The participating students, a handful each year, are matched with a Montana community and rural physician preceptor shortly before medical school starts. As they progress through school, they return to spend, sometimes, significant stretches of time, as long as several months, working in that same community.
"From what we've seen from the fourth-year med students, we've made some good selections," Benzel says. "Hopefully, we will see the benefit of that in the next three-plus years."
Burke Hansen, M.D., a Dillon family physician and TRUST preceptor, strives to show students the unique challenges and variety inherent in rural practice. Along with performing colonoscopies and tubal ligations, he might be called in the wee hours to deliver a baby.
It's not long before students notice how work and life meld in a small town, he says.
"[The student] starts to realize that the waiter who served her dinner last night — she has a pretty good chance of seeing him in the clinic the next day," he says. "Because that's just simply part of it and you have to feel comfortable with that."
Leveraging Personal Connections
At 50-bed Fort Madison Community Hospital, a new orthopedic surgeon started work last year. But the nonprofit facility's courtship dated back years, to his medical school days, says CEO Platt.
Since the surgeon had married the daughter of one of the hospital's board members at the time, the couple would be in town periodically, Platt says. "We used a lot of local ties to put pressure on him and get them to want to come back," he says, describing ongoing conversations with the couple.
The hospital provided the budding surgeon a small stipend during medical school and then during residency, contingent upon his returning to Fort Madison after training.
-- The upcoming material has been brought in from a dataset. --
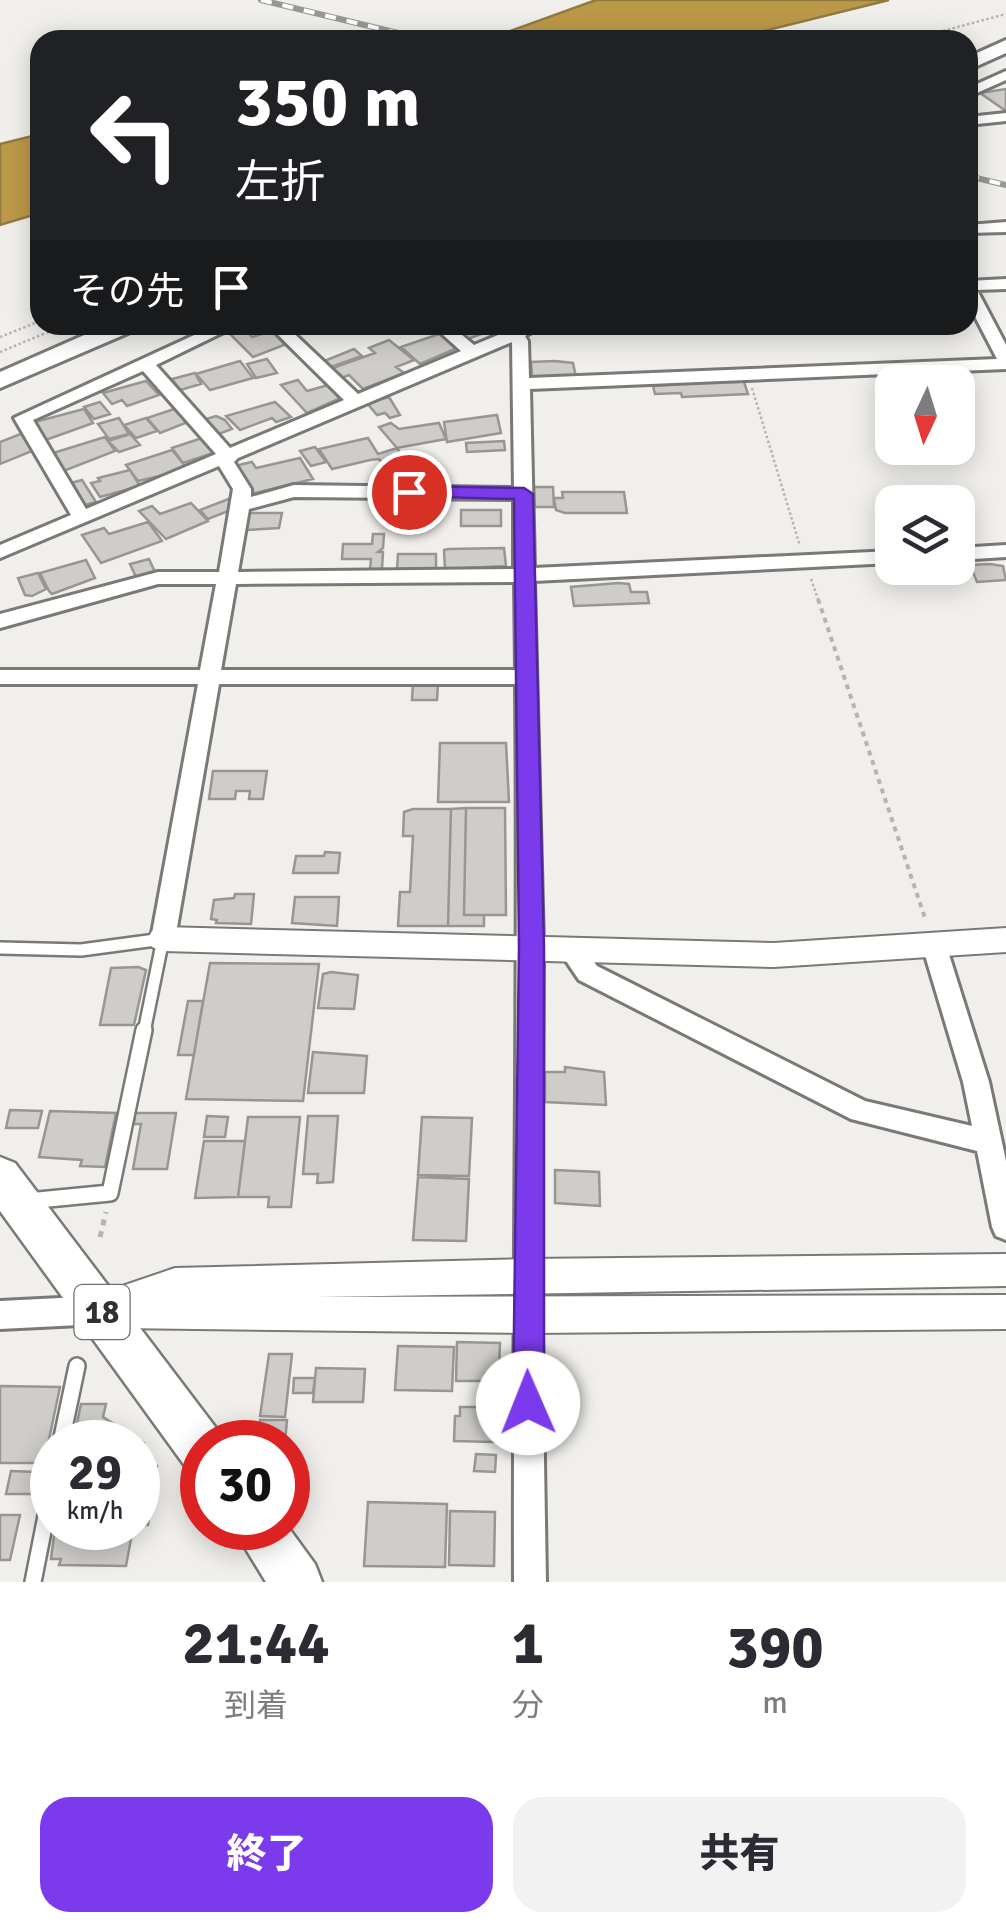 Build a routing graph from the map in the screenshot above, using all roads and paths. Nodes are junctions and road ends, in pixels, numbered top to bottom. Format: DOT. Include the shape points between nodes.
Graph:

It was an added bonus that he wanted to practice orthopedics, Platt says. "Orthopedic surgeons in rural areas are very, very difficult to come by." Now that the surgeon has joined the hospital, Fort Madison is paying off his remaining educational loans, Platt said.
This isn't the first time that Platt has taken advantage of local connections to pursue a talented physician. When Platt first was interviewed last fall, he believed that he was weeks away from finalizing the hire of a family practice resident, "a local boy who married a local girl," as Platt describes it.
The physician had completed a couple of training rotations at Fort Madison while studying at Des Moines University, a graduate health sciences university offering degree programs in osteopathic medicine and other areas, located in the state's capital. He returned last fall for a two-week preceptorship during his final residency year. "No pressure," Platt jokes. "We have him tied to a desk right now, and he's got to sign before he can leave."
Platt hoped to have sealed the deal before year's end. But at press time, he was still in negotiations.
Charlotte Huff is a writer in Fort Worth, Texas.